§ **Problem statement**
In the listing below, find each line holding "Brand" and copy it.

§ **Input**
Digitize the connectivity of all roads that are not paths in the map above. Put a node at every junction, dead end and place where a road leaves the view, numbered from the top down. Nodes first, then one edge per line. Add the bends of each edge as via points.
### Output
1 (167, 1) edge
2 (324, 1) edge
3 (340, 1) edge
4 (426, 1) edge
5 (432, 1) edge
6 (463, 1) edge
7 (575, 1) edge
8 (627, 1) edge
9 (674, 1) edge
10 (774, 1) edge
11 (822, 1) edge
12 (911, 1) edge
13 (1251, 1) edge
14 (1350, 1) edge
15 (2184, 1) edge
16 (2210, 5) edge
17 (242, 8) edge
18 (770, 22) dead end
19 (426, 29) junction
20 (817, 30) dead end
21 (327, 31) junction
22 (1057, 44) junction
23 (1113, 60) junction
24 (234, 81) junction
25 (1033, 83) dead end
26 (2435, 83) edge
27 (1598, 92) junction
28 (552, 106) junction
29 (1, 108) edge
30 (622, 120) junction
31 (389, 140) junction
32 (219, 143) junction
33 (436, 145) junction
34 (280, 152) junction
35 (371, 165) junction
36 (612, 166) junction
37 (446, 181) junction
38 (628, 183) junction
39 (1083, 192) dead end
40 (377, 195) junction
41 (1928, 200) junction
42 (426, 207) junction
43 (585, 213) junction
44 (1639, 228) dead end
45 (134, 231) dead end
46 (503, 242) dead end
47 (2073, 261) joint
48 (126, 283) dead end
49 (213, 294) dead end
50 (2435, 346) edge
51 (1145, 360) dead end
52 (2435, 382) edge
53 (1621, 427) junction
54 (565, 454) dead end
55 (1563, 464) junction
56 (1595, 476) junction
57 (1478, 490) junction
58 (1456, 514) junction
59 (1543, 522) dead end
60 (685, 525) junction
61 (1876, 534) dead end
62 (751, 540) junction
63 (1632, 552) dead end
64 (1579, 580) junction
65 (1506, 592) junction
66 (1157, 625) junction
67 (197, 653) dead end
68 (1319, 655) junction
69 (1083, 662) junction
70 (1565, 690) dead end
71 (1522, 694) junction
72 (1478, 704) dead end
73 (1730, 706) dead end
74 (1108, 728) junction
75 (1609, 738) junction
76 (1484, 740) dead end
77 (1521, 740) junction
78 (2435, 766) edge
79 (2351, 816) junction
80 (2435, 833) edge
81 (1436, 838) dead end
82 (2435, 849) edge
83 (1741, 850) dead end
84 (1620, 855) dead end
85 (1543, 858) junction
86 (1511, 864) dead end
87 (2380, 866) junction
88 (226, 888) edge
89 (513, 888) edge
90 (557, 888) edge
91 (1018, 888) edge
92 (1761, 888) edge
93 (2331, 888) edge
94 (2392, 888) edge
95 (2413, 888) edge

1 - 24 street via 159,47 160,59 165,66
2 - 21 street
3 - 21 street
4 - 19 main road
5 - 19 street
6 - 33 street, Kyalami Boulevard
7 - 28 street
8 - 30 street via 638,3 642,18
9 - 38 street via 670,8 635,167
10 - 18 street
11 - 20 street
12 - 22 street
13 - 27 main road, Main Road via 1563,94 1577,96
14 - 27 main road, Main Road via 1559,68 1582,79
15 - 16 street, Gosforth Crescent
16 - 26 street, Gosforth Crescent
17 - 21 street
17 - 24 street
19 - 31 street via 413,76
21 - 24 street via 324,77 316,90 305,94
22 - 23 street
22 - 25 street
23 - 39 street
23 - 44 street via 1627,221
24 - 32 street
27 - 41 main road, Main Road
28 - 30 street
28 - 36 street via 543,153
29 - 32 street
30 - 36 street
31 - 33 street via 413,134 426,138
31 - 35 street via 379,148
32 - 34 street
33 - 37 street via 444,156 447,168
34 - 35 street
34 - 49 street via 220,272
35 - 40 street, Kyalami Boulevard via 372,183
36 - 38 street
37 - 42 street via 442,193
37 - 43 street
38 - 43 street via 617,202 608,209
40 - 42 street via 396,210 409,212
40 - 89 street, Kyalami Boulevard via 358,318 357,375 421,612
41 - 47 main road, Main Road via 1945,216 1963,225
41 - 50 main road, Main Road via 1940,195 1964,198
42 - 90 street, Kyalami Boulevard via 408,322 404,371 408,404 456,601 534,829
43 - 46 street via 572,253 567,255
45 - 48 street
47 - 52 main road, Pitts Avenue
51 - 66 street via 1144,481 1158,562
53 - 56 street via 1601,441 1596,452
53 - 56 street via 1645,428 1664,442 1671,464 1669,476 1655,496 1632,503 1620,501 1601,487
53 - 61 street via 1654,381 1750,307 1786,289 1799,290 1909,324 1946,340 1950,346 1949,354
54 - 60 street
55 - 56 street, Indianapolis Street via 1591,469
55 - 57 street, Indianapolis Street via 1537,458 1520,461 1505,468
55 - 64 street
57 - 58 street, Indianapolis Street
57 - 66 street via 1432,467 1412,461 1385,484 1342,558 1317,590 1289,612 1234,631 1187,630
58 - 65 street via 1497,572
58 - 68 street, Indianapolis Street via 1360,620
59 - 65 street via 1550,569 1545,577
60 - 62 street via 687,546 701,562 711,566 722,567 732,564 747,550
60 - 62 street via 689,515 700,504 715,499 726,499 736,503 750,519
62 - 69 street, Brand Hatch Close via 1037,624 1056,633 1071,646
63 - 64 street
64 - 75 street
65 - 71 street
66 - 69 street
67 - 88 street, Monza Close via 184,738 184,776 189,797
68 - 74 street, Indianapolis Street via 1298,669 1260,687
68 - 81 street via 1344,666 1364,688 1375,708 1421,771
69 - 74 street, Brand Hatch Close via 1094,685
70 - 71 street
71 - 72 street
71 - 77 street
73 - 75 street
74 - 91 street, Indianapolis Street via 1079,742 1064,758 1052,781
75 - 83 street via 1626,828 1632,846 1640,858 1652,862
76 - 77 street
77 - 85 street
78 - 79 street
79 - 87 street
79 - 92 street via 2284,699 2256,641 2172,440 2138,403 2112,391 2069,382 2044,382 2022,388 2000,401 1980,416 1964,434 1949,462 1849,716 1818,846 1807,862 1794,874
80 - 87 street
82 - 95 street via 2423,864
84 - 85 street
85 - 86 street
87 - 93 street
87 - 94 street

§ **Expected output**
62 - 69 street, Brand Hatch Close via 1037,624 1056,633 1071,646
69 - 74 street, Brand Hatch Close via 1094,685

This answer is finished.